BEGIN DATA FOR REVIEW
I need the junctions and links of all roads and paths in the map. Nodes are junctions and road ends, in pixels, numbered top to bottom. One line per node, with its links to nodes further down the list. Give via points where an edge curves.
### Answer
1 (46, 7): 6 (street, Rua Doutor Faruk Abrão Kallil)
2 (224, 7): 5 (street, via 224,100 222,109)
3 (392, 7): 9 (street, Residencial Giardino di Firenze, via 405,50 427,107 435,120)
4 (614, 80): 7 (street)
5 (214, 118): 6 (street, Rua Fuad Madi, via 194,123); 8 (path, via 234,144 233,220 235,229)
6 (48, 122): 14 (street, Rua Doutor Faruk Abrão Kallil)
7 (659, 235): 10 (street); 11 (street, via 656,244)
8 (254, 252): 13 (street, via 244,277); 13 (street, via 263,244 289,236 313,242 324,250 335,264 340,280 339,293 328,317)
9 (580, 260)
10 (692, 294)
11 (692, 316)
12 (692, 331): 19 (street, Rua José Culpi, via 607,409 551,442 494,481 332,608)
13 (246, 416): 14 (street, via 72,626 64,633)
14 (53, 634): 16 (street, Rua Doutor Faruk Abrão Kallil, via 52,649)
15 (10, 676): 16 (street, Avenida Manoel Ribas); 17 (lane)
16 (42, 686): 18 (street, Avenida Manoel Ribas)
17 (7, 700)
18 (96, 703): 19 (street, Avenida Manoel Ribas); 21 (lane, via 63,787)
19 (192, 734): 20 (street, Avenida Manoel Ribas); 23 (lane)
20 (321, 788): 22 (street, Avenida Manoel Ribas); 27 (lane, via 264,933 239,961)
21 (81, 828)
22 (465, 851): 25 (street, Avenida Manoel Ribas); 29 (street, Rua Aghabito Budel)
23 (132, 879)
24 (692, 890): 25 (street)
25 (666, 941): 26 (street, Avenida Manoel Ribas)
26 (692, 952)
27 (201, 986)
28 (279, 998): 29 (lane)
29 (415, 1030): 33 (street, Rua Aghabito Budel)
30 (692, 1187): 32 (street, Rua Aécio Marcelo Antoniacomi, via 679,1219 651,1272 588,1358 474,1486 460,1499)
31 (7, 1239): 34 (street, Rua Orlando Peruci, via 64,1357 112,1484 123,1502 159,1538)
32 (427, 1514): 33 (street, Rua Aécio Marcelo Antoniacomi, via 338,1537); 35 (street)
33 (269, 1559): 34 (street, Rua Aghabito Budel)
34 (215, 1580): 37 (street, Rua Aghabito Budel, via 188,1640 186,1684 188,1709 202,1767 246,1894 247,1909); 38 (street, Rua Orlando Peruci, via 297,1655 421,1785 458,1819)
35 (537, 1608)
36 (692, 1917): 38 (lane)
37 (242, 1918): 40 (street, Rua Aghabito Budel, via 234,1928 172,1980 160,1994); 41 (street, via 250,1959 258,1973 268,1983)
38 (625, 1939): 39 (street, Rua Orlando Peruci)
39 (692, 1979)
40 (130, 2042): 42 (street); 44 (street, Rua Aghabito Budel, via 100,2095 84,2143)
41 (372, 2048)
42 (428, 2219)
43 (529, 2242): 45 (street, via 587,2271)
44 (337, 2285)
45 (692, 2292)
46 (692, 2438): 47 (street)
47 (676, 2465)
END DATA FOR REVIEW
BEGIN DATA FOR REVIEW
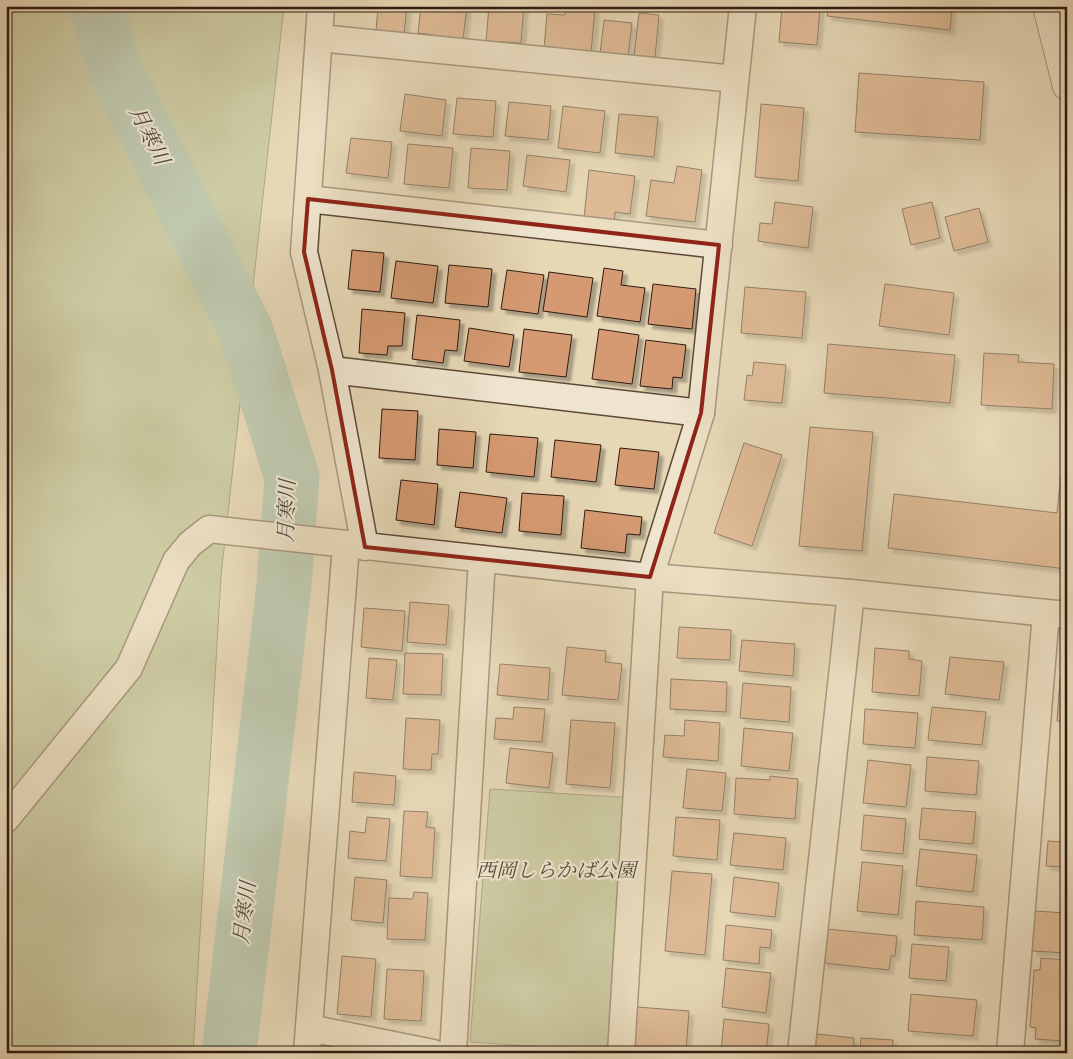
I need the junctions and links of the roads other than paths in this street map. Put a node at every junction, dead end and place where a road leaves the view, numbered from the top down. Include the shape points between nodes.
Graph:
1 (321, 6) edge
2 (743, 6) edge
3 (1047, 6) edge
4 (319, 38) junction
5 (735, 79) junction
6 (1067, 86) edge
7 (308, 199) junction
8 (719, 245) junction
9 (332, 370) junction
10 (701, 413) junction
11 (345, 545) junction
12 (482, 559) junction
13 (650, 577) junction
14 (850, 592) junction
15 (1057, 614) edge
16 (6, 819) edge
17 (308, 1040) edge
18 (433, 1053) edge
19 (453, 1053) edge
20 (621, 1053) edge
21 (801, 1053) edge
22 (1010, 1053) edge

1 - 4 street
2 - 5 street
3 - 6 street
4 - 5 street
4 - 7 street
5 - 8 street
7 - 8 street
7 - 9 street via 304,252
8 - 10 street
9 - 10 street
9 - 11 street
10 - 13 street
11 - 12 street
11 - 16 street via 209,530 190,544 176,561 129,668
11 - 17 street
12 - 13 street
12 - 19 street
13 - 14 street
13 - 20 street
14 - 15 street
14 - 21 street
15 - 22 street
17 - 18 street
END DATA FOR REVIEW
BEGIN DATA FOR REVIEW
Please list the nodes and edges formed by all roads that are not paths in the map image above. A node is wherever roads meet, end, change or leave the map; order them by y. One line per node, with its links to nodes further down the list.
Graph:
END DATA FOR REVIEW
— EXERCISE REQUIREMENTS —
Copy out the lines of the records above in which the string "further" appears.

— EXERCISE SOLUTION —
I need the junctions and links of all roads and paths in the map. Nodes are junctions and road ends, in pixels, numbered top to bottom. One line per node, with its links to nodes further down the list. Give via points where an edge curves.
Please list the nodes and edges formed by all roads that are not paths in the map image above. A node is wherever roads meet, end, change or leave the map; order them by y. One line per node, with its links to nodes further down the list.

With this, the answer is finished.